Material shown
[Start of section]

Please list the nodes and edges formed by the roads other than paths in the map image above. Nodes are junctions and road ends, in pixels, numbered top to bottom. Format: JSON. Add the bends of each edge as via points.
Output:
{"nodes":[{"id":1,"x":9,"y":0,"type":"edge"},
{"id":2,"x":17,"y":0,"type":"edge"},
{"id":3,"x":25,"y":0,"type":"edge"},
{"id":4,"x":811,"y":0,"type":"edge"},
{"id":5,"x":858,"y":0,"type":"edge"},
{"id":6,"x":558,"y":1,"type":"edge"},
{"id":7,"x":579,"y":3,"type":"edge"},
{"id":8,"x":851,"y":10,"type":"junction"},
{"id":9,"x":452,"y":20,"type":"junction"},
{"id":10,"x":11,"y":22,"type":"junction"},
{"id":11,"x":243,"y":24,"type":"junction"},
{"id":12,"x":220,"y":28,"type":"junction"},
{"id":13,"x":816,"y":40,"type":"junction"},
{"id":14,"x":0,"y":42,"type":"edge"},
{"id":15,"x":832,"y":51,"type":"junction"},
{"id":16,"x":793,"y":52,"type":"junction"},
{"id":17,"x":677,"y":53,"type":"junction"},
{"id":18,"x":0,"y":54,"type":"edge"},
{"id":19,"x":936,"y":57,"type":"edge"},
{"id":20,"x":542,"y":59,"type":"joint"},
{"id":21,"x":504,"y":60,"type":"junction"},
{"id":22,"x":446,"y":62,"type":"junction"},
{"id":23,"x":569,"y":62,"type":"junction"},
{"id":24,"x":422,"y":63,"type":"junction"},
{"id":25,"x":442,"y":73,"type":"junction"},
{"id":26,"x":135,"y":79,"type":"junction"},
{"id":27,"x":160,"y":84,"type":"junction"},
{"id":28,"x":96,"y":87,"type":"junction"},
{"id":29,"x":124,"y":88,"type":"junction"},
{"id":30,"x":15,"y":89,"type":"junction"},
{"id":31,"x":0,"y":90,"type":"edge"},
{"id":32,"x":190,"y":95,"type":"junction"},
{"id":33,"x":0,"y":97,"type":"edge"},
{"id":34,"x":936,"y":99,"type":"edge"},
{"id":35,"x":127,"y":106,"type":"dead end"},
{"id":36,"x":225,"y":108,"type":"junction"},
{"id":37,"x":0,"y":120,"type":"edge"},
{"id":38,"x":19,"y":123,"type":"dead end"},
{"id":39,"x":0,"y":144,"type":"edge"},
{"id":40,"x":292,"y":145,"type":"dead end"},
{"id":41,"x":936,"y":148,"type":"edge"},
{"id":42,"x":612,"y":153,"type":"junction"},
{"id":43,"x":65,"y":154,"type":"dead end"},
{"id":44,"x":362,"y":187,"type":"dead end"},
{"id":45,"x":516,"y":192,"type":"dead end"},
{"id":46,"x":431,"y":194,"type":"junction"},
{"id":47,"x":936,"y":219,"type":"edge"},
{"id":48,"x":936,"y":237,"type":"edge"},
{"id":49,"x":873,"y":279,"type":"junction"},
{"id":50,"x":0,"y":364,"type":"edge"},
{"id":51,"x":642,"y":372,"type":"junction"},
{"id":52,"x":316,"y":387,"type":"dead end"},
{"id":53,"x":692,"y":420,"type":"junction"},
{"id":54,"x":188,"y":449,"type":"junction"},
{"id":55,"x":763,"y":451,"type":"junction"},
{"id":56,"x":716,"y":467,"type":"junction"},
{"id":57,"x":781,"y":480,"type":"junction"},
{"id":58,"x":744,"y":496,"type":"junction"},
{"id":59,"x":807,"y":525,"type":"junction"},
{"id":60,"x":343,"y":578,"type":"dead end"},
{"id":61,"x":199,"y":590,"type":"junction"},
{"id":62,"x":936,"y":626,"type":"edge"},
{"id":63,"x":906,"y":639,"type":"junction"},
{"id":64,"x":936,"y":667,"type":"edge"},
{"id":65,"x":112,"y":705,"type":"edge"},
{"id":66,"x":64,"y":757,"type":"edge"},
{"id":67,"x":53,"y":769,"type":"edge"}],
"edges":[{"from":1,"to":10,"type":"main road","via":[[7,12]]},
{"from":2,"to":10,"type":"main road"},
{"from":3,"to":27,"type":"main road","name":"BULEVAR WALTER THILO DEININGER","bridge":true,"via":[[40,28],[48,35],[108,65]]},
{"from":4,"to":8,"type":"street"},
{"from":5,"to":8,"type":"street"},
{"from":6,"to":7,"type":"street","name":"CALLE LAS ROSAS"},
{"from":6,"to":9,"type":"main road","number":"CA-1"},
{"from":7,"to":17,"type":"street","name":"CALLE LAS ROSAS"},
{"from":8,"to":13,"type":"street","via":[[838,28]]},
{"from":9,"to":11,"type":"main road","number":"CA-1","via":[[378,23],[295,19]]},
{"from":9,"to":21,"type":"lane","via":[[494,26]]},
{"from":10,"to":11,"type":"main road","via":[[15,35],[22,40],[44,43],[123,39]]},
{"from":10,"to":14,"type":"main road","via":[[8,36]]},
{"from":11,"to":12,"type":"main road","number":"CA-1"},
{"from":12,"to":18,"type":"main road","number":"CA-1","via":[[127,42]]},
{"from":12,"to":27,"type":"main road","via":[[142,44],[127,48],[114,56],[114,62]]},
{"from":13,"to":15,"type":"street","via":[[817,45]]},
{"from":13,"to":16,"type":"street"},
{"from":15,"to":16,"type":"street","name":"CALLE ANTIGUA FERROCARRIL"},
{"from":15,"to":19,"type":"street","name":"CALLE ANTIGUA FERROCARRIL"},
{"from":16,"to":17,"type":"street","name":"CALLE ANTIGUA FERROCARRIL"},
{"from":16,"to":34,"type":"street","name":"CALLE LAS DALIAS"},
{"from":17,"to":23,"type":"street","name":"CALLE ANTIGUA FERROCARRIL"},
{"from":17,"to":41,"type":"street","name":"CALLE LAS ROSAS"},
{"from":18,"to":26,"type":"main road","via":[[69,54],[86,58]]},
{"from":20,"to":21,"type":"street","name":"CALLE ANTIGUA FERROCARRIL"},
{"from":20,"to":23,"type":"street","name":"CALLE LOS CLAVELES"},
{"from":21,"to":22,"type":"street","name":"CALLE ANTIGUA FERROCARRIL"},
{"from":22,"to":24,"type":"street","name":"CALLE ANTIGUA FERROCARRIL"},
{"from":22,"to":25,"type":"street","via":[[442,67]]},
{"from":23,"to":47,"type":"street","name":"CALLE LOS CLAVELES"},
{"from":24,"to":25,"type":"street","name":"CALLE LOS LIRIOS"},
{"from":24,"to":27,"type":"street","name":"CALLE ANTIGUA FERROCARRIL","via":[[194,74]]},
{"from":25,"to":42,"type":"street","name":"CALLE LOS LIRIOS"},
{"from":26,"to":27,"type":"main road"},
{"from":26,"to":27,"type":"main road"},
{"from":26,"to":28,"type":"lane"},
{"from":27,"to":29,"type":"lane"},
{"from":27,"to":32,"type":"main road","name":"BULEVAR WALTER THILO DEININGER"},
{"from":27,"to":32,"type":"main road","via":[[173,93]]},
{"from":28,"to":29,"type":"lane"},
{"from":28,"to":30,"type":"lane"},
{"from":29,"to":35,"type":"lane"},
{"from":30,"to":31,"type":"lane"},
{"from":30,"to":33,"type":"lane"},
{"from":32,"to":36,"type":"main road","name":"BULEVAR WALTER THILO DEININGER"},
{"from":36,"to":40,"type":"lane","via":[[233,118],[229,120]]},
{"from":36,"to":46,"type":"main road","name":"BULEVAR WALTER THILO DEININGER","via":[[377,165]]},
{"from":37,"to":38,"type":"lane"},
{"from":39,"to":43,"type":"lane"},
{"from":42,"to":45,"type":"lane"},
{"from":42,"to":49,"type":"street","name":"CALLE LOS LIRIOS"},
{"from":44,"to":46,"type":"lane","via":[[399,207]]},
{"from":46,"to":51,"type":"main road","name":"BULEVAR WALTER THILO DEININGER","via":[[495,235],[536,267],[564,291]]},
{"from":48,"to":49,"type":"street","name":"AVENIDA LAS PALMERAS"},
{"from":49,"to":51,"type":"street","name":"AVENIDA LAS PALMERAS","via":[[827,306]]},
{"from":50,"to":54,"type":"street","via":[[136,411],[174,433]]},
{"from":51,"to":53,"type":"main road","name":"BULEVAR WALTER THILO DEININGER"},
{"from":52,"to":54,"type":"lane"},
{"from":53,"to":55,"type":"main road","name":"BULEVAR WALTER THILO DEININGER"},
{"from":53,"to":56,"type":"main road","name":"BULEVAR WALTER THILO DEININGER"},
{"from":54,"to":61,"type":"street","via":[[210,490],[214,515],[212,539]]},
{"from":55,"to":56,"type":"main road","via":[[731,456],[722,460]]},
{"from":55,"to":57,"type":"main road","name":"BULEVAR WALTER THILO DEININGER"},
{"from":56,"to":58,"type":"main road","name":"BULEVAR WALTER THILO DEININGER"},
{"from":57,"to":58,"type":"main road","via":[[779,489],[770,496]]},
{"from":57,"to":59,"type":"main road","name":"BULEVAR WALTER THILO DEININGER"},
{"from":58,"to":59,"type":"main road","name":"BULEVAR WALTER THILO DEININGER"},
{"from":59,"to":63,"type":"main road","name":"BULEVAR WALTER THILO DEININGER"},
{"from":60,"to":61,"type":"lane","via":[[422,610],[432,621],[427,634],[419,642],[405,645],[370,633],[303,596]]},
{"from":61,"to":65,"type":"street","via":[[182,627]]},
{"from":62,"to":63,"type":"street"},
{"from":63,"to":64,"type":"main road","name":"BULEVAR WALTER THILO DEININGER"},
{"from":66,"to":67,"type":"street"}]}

[End of section]

What you should do
Return every line from the entries above that contains the word "PALMERAS".

Answer area
{"from":48,"to":49,"type":"street","name":"AVENIDA LAS PALMERAS"},
{"from":49,"to":51,"type":"street","name":"AVENIDA LAS PALMERAS","via":[[827,306]]},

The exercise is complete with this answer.